[Work instructions]
Copy the data exactly. Images are to be left out.

Data for review section start

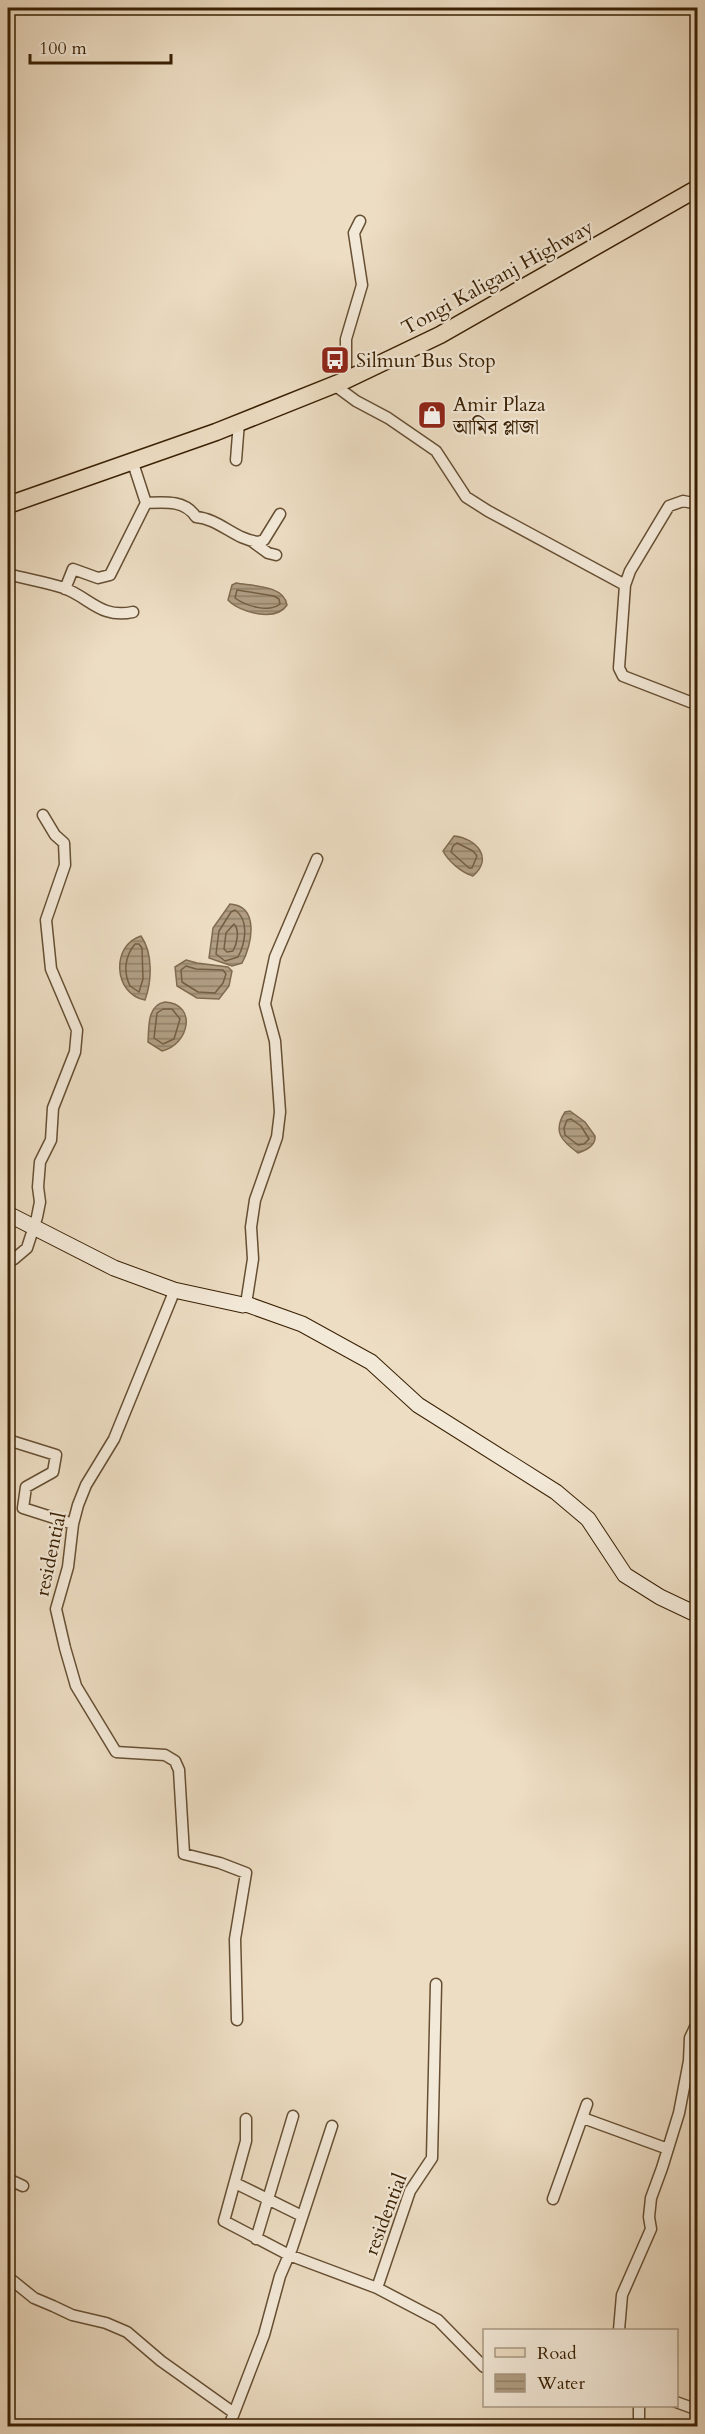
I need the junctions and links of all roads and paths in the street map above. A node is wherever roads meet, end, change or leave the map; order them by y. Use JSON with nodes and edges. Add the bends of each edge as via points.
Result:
{"nodes":[{"id":1,"x":698,"y":188,"type":"edge"},
{"id":2,"x":360,"y":221,"type":"dead end"},
{"id":3,"x":340,"y":382,"type":"junction"},
{"id":4,"x":239,"y":422,"type":"junction"},
{"id":5,"x":132,"y":460,"type":"junction"},
{"id":6,"x":236,"y":460,"type":"dead end"},
{"id":7,"x":146,"y":502,"type":"junction"},
{"id":8,"x":698,"y":504,"type":"edge"},
{"id":9,"x":8,"y":505,"type":"edge"},
{"id":10,"x":280,"y":514,"type":"dead end"},
{"id":11,"x":253,"y":542,"type":"junction"},
{"id":12,"x":276,"y":555,"type":"dead end"},
{"id":13,"x":8,"y":571,"type":"edge"},
{"id":14,"x":625,"y":585,"type":"junction"},
{"id":15,"x":65,"y":589,"type":"junction"},
{"id":16,"x":133,"y":612,"type":"dead end"},
{"id":17,"x":698,"y":705,"type":"edge"},
{"id":18,"x":43,"y":815,"type":"dead end"},
{"id":19,"x":317,"y":859,"type":"dead end"},
{"id":20,"x":8,"y":1214,"type":"edge"},
{"id":21,"x":32,"y":1227,"type":"junction"},
{"id":22,"x":8,"y":1261,"type":"edge"},
{"id":23,"x":174,"y":1290,"type":"junction"},
{"id":24,"x":246,"y":1304,"type":"junction"},
{"id":25,"x":8,"y":1440,"type":"edge"},
{"id":26,"x":73,"y":1524,"type":"junction"},
{"id":27,"x":698,"y":1615,"type":"edge"},
{"id":28,"x":436,"y":1984,"type":"dead end"},
{"id":29,"x":237,"y":2020,"type":"dead end"},
{"id":30,"x":698,"y":2020,"type":"edge"},
{"id":31,"x":587,"y":2104,"type":"dead end"},
{"id":32,"x":293,"y":2116,"type":"dead end"},
{"id":33,"x":583,"y":2118,"type":"junction"},
{"id":34,"x":246,"y":2119,"type":"dead end"},
{"id":35,"x":332,"y":2126,"type":"dead end"},
{"id":36,"x":668,"y":2149,"type":"junction"},
{"id":37,"x":8,"y":2179,"type":"edge"},
{"id":38,"x":234,"y":2183,"type":"junction"},
{"id":39,"x":23,"y":2186,"type":"dead end"},
{"id":40,"x":553,"y":2199,"type":"dead end"},
{"id":41,"x":268,"y":2200,"type":"junction"},
{"id":42,"x":302,"y":2216,"type":"junction"},
{"id":43,"x":256,"y":2240,"type":"junction"},
{"id":44,"x":289,"y":2255,"type":"junction"},
{"id":45,"x":8,"y":2277,"type":"edge"},
{"id":46,"x":377,"y":2288,"type":"junction"},
{"id":47,"x":620,"y":2329,"type":"edge"},
{"id":48,"x":483,"y":2366,"type":"edge"},
{"id":49,"x":678,"y":2403,"type":"edge"},
{"id":50,"x":639,"y":2407,"type":"edge"},
{"id":51,"x":698,"y":2410,"type":"edge"},
{"id":52,"x":234,"y":2413,"type":"junction"},
{"id":53,"x":229,"y":2427,"type":"edge"},
{"id":54,"x":639,"y":2427,"type":"edge"}],
"edges":[{"from":1,"to":3,"type":"main road","name":"Tongi Kaliganj Highway","via":[[440,335]]},
{"from":2,"to":3,"type":"street","via":[[354,233],[362,285],[346,339]]},
{"from":3,"to":4,"type":"main road","name":"Tongi Kaliganj Highway"},
{"from":3,"to":14,"type":"street","via":[[356,401],[436,451],[466,497]]},
{"from":4,"to":5,"type":"main road","name":"Tongi Kaliganj Highway"},
{"from":4,"to":6,"type":"street"},
{"from":5,"to":7,"type":"street"},
{"from":5,"to":9,"type":"main road","name":"Tongi Kaliganj Highway"},
{"from":7,"to":11,"type":"street","via":[[180,503],[196,517]]},
{"from":7,"to":15,"type":"street","via":[[110,575],[98,578],[73,569]]},
{"from":8,"to":14,"type":"street","via":[[683,501],[669,506]]},
{"from":10,"to":11,"type":"street","via":[[264,540]]},
{"from":11,"to":12,"type":"street"},
{"from":13,"to":15,"type":"street"},
{"from":14,"to":17,"type":"street","via":[[619,668],[623,676]]},
{"from":15,"to":16,"type":"street","via":[[118,615]]},
{"from":18,"to":21,"type":"street","via":[[64,843],[65,865],[46,920],[51,969],[77,1030],[75,1052],[53,1108],[51,1140],[40,1162],[40,1202]]},
{"from":19,"to":24,"type":"street","via":[[275,957],[266,1004],[275,1041],[280,1112],[277,1137],[255,1200],[251,1227],[253,1259]]},
{"from":20,"to":21,"type":"street"},
{"from":21,"to":22,"type":"street","via":[[27,1248]]},
{"from":21,"to":23,"type":"street","via":[[114,1268]]},
{"from":23,"to":24,"type":"street"},
{"from":23,"to":26,"type":"street","name":"residential","via":[[118,1430],[86,1485]]},
{"from":24,"to":27,"type":"street","via":[[302,1324],[371,1362],[418,1405],[578,1508],[625,1575]]},
{"from":25,"to":26,"type":"street","via":[[56,1455],[53,1472],[26,1487],[24,1508]]},
{"from":26,"to":29,"type":"street","name":"residential","via":[[68,1567],[57,1609],[76,1686],[116,1752],[165,1755],[175,1761],[184,1854],[246,1873],[235,1939]]},
{"from":28,"to":46,"type":"street","name":"residential","via":[[432,2158],[410,2191]]},
{"from":30,"to":36,"type":"street","via":[[690,2038],[679,2113]]},
{"from":31,"to":33,"type":"street"},
{"from":32,"to":41,"type":"street"},
{"from":33,"to":36,"type":"street"},
{"from":33,"to":40,"type":"street"},
{"from":34,"to":38,"type":"street","via":[[246,2141]]},
{"from":35,"to":42,"type":"street"},
{"from":36,"to":47,"type":"street","via":[[651,2198],[651,2229],[622,2295]]},
{"from":37,"to":39,"type":"street"},
{"from":38,"to":41,"type":"street"},
{"from":38,"to":43,"type":"street","via":[[224,2222]]},
{"from":41,"to":42,"type":"street"},
{"from":41,"to":43,"type":"street"},
{"from":42,"to":44,"type":"street"},
{"from":43,"to":44,"type":"street"},
{"from":44,"to":46,"type":"street"},
{"from":44,"to":52,"type":"street"},
{"from":45,"to":52,"type":"street","via":[[34,2298],[127,2332],[160,2361]]},
{"from":46,"to":48,"type":"street","via":[[438,2320]]},
{"from":49,"to":51,"type":"street"},
{"from":50,"to":54,"type":"street"},
{"from":52,"to":53,"type":"street"}]}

Data for review section end

[Finished exercise]
I need the junctions and links of all roads and paths in the street map above. A node is wherever roads meet, end, change or leave the map; order them by y. Use JSON with nodes and edges. Add the bends of each edge as via points.
Result:
{"nodes":[{"id":1,"x":698,"y":188,"type":"edge"},
{"id":2,"x":360,"y":221,"type":"dead end"},
{"id":3,"x":340,"y":382,"type":"junction"},
{"id":4,"x":239,"y":422,"type":"junction"},
{"id":5,"x":132,"y":460,"type":"junction"},
{"id":6,"x":236,"y":460,"type":"dead end"},
{"id":7,"x":146,"y":502,"type":"junction"},
{"id":8,"x":698,"y":504,"type":"edge"},
{"id":9,"x":8,"y":505,"type":"edge"},
{"id":10,"x":280,"y":514,"type":"dead end"},
{"id":11,"x":253,"y":542,"type":"junction"},
{"id":12,"x":276,"y":555,"type":"dead end"},
{"id":13,"x":8,"y":571,"type":"edge"},
{"id":14,"x":625,"y":585,"type":"junction"},
{"id":15,"x":65,"y":589,"type":"junction"},
{"id":16,"x":133,"y":612,"type":"dead end"},
{"id":17,"x":698,"y":705,"type":"edge"},
{"id":18,"x":43,"y":815,"type":"dead end"},
{"id":19,"x":317,"y":859,"type":"dead end"},
{"id":20,"x":8,"y":1214,"type":"edge"},
{"id":21,"x":32,"y":1227,"type":"junction"},
{"id":22,"x":8,"y":1261,"type":"edge"},
{"id":23,"x":174,"y":1290,"type":"junction"},
{"id":24,"x":246,"y":1304,"type":"junction"},
{"id":25,"x":8,"y":1440,"type":"edge"},
{"id":26,"x":73,"y":1524,"type":"junction"},
{"id":27,"x":698,"y":1615,"type":"edge"},
{"id":28,"x":436,"y":1984,"type":"dead end"},
{"id":29,"x":237,"y":2020,"type":"dead end"},
{"id":30,"x":698,"y":2020,"type":"edge"},
{"id":31,"x":587,"y":2104,"type":"dead end"},
{"id":32,"x":293,"y":2116,"type":"dead end"},
{"id":33,"x":583,"y":2118,"type":"junction"},
{"id":34,"x":246,"y":2119,"type":"dead end"},
{"id":35,"x":332,"y":2126,"type":"dead end"},
{"id":36,"x":668,"y":2149,"type":"junction"},
{"id":37,"x":8,"y":2179,"type":"edge"},
{"id":38,"x":234,"y":2183,"type":"junction"},
{"id":39,"x":23,"y":2186,"type":"dead end"},
{"id":40,"x":553,"y":2199,"type":"dead end"},
{"id":41,"x":268,"y":2200,"type":"junction"},
{"id":42,"x":302,"y":2216,"type":"junction"},
{"id":43,"x":256,"y":2240,"type":"junction"},
{"id":44,"x":289,"y":2255,"type":"junction"},
{"id":45,"x":8,"y":2277,"type":"edge"},
{"id":46,"x":377,"y":2288,"type":"junction"},
{"id":47,"x":620,"y":2329,"type":"edge"},
{"id":48,"x":483,"y":2366,"type":"edge"},
{"id":49,"x":678,"y":2403,"type":"edge"},
{"id":50,"x":639,"y":2407,"type":"edge"},
{"id":51,"x":698,"y":2410,"type":"edge"},
{"id":52,"x":234,"y":2413,"type":"junction"},
{"id":53,"x":229,"y":2427,"type":"edge"},
{"id":54,"x":639,"y":2427,"type":"edge"}],
"edges":[{"from":1,"to":3,"type":"main road","name":"Tongi Kaliganj Highway","via":[[440,335]]},
{"from":2,"to":3,"type":"street","via":[[354,233],[362,285],[346,339]]},
{"from":3,"to":4,"type":"main road","name":"Tongi Kaliganj Highway"},
{"from":3,"to":14,"type":"street","via":[[356,401],[436,451],[466,497]]},
{"from":4,"to":5,"type":"main road","name":"Tongi Kaliganj Highway"},
{"from":4,"to":6,"type":"street"},
{"from":5,"to":7,"type":"street"},
{"from":5,"to":9,"type":"main road","name":"Tongi Kaliganj Highway"},
{"from":7,"to":11,"type":"street","via":[[180,503],[196,517]]},
{"from":7,"to":15,"type":"street","via":[[110,575],[98,578],[73,569]]},
{"from":8,"to":14,"type":"street","via":[[683,501],[669,506]]},
{"from":10,"to":11,"type":"street","via":[[264,540]]},
{"from":11,"to":12,"type":"street"},
{"from":13,"to":15,"type":"street"},
{"from":14,"to":17,"type":"street","via":[[619,668],[623,676]]},
{"from":15,"to":16,"type":"street","via":[[118,615]]},
{"from":18,"to":21,"type":"street","via":[[64,843],[65,865],[46,920],[51,969],[77,1030],[75,1052],[53,1108],[51,1140],[40,1162],[40,1202]]},
{"from":19,"to":24,"type":"street","via":[[275,957],[266,1004],[275,1041],[280,1112],[277,1137],[255,1200],[251,1227],[253,1259]]},
{"from":20,"to":21,"type":"street"},
{"from":21,"to":22,"type":"street","via":[[27,1248]]},
{"from":21,"to":23,"type":"street","via":[[114,1268]]},
{"from":23,"to":24,"type":"street"},
{"from":23,"to":26,"type":"street","name":"residential","via":[[118,1430],[86,1485]]},
{"from":24,"to":27,"type":"street","via":[[302,1324],[371,1362],[418,1405],[578,1508],[625,1575]]},
{"from":25,"to":26,"type":"street","via":[[56,1455],[53,1472],[26,1487],[24,1508]]},
{"from":26,"to":29,"type":"street","name":"residential","via":[[68,1567],[57,1609],[76,1686],[116,1752],[165,1755],[175,1761],[184,1854],[246,1873],[235,1939]]},
{"from":28,"to":46,"type":"street","name":"residential","via":[[432,2158],[410,2191]]},
{"from":30,"to":36,"type":"street","via":[[690,2038],[679,2113]]},
{"from":31,"to":33,"type":"street"},
{"from":32,"to":41,"type":"street"},
{"from":33,"to":36,"type":"street"},
{"from":33,"to":40,"type":"street"},
{"from":34,"to":38,"type":"street","via":[[246,2141]]},
{"from":35,"to":42,"type":"street"},
{"from":36,"to":47,"type":"street","via":[[651,2198],[651,2229],[622,2295]]},
{"from":37,"to":39,"type":"street"},
{"from":38,"to":41,"type":"street"},
{"from":38,"to":43,"type":"street","via":[[224,2222]]},
{"from":41,"to":42,"type":"street"},
{"from":41,"to":43,"type":"street"},
{"from":42,"to":44,"type":"street"},
{"from":43,"to":44,"type":"street"},
{"from":44,"to":46,"type":"street"},
{"from":44,"to":52,"type":"street"},
{"from":45,"to":52,"type":"street","via":[[34,2298],[127,2332],[160,2361]]},
{"from":46,"to":48,"type":"street","via":[[438,2320]]},
{"from":49,"to":51,"type":"street"},
{"from":50,"to":54,"type":"street"},
{"from":52,"to":53,"type":"street"}]}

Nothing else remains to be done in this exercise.